§ **Task**: Provide only the number of lines below that contain the word "Calle".

_ _ _ _ _

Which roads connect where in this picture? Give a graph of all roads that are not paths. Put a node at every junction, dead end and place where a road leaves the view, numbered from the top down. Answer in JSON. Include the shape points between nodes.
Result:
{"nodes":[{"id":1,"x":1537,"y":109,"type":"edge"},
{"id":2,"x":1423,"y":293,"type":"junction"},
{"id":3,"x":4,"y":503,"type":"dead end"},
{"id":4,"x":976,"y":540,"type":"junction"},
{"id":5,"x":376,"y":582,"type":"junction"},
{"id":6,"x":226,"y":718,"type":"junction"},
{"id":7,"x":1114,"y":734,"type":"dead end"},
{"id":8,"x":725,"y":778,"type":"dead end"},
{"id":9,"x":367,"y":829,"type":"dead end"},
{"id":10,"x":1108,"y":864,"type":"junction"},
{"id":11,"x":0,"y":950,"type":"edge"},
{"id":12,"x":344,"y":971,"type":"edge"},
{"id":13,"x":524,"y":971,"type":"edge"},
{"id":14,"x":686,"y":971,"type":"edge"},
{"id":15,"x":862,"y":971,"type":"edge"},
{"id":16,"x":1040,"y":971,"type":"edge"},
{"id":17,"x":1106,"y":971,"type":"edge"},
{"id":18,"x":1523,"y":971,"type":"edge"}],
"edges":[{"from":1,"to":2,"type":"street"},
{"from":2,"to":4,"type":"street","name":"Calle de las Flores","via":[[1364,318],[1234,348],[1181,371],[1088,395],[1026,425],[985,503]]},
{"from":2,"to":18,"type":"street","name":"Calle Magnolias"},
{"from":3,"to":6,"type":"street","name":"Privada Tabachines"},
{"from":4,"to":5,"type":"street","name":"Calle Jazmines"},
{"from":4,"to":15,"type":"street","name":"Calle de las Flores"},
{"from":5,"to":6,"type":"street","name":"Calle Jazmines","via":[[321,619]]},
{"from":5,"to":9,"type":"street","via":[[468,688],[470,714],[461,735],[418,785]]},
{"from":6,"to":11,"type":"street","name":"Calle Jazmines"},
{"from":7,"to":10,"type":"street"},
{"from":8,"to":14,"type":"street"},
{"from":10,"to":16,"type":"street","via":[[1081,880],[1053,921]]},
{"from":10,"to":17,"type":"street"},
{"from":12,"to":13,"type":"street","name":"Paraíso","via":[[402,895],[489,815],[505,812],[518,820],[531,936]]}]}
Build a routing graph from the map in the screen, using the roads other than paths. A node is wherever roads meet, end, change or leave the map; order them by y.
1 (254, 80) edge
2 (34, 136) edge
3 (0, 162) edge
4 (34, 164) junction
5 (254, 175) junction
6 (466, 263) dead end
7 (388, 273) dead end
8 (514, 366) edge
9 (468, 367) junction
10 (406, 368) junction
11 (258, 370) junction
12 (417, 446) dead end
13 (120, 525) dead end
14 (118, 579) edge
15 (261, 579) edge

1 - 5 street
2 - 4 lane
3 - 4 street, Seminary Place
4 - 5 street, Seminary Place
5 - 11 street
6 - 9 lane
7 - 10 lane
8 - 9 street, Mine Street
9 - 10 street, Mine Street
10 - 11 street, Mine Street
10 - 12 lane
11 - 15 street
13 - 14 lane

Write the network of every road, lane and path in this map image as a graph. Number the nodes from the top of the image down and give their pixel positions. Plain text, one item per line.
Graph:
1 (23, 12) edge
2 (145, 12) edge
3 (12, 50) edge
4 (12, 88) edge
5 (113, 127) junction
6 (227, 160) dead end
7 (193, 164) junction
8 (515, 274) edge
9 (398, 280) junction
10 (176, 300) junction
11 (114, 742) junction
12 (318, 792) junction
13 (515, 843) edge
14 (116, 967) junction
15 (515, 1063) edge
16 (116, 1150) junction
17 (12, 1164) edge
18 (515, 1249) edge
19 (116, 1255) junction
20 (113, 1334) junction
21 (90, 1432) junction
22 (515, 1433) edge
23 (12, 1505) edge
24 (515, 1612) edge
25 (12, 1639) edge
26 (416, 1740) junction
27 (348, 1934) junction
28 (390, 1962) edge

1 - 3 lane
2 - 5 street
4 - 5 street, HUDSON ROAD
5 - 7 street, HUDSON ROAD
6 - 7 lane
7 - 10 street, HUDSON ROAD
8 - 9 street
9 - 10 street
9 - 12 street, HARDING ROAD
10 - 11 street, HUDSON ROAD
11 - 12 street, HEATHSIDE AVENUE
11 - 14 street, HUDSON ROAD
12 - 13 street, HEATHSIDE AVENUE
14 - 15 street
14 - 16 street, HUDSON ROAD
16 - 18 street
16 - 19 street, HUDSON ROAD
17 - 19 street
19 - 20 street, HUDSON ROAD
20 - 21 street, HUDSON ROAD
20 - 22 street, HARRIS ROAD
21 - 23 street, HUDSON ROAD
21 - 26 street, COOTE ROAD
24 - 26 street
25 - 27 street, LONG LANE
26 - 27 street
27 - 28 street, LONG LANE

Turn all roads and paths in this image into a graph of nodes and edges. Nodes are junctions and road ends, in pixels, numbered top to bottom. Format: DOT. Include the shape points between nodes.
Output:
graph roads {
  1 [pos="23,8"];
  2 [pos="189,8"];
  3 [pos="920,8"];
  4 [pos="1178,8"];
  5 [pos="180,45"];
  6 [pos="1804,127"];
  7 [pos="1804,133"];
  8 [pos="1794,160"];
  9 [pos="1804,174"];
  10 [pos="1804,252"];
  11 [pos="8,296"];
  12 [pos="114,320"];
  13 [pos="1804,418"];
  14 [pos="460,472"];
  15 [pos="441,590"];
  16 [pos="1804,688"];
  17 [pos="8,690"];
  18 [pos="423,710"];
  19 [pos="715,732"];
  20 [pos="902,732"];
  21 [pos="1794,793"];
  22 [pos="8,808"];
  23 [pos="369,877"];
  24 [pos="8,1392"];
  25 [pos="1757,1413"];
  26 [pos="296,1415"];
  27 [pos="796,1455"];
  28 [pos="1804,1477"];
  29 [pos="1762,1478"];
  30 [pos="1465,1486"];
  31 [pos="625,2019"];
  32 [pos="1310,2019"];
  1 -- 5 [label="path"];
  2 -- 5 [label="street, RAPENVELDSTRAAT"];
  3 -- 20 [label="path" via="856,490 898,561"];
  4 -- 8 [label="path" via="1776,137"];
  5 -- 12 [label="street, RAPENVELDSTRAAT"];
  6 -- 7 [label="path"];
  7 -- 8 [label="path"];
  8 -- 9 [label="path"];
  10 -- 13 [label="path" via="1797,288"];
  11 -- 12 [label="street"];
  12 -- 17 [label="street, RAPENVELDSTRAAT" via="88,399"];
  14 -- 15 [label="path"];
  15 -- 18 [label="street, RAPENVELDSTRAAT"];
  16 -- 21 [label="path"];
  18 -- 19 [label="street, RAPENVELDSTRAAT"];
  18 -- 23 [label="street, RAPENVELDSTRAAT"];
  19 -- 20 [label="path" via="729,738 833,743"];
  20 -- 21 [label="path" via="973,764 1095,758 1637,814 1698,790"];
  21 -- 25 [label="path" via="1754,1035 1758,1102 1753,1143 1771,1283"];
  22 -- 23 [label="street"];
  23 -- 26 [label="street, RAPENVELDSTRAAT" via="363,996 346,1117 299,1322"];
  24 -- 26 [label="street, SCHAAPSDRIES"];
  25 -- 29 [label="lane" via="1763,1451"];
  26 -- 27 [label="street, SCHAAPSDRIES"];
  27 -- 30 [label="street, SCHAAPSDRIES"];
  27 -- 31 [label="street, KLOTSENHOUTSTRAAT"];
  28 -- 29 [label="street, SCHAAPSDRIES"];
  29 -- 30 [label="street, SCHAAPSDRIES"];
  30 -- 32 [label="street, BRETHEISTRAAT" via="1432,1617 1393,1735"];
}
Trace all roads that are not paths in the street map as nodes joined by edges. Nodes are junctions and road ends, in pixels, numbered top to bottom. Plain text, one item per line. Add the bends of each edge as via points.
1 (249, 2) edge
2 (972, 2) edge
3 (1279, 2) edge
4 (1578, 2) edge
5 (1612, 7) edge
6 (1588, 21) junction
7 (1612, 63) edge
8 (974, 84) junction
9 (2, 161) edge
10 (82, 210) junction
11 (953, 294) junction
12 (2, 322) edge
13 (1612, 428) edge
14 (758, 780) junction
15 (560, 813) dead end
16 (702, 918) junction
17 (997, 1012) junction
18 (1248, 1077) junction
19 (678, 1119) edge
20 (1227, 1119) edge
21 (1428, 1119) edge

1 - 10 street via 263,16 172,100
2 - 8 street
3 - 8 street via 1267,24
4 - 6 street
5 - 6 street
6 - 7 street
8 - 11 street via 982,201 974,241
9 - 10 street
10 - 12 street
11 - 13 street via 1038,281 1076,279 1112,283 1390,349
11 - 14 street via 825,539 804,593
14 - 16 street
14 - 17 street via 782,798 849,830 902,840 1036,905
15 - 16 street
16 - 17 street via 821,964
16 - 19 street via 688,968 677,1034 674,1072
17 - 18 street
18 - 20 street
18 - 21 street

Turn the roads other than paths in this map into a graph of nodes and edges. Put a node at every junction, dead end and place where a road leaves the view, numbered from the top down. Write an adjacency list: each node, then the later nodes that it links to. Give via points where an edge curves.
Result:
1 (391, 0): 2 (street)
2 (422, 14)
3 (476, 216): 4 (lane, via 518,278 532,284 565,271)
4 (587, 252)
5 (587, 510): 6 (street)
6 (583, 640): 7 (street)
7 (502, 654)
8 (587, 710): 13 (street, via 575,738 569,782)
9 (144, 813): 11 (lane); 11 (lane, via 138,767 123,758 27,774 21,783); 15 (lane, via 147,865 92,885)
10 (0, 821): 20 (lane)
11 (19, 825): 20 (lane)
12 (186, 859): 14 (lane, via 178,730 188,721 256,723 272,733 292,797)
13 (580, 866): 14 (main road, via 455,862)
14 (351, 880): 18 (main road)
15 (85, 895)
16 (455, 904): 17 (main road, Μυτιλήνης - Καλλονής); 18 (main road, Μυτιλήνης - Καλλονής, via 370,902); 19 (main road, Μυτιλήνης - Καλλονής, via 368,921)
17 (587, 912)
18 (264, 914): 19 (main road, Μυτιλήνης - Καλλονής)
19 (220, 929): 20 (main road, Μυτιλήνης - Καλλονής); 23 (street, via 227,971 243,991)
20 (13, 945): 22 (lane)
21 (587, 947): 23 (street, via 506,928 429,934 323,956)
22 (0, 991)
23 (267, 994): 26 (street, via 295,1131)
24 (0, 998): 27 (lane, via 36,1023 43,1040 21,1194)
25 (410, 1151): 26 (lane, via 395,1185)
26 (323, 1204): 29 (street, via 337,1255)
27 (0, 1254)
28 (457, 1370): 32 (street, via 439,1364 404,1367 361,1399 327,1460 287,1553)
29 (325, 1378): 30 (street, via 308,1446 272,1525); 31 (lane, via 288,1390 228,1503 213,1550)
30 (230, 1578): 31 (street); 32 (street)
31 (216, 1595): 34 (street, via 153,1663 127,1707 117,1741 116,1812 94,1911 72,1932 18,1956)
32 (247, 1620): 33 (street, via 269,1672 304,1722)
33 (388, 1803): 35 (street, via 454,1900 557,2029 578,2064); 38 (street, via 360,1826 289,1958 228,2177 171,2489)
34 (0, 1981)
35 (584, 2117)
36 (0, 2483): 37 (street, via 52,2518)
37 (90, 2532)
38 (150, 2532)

_ _ _ _ _

§ **Answer area**: 6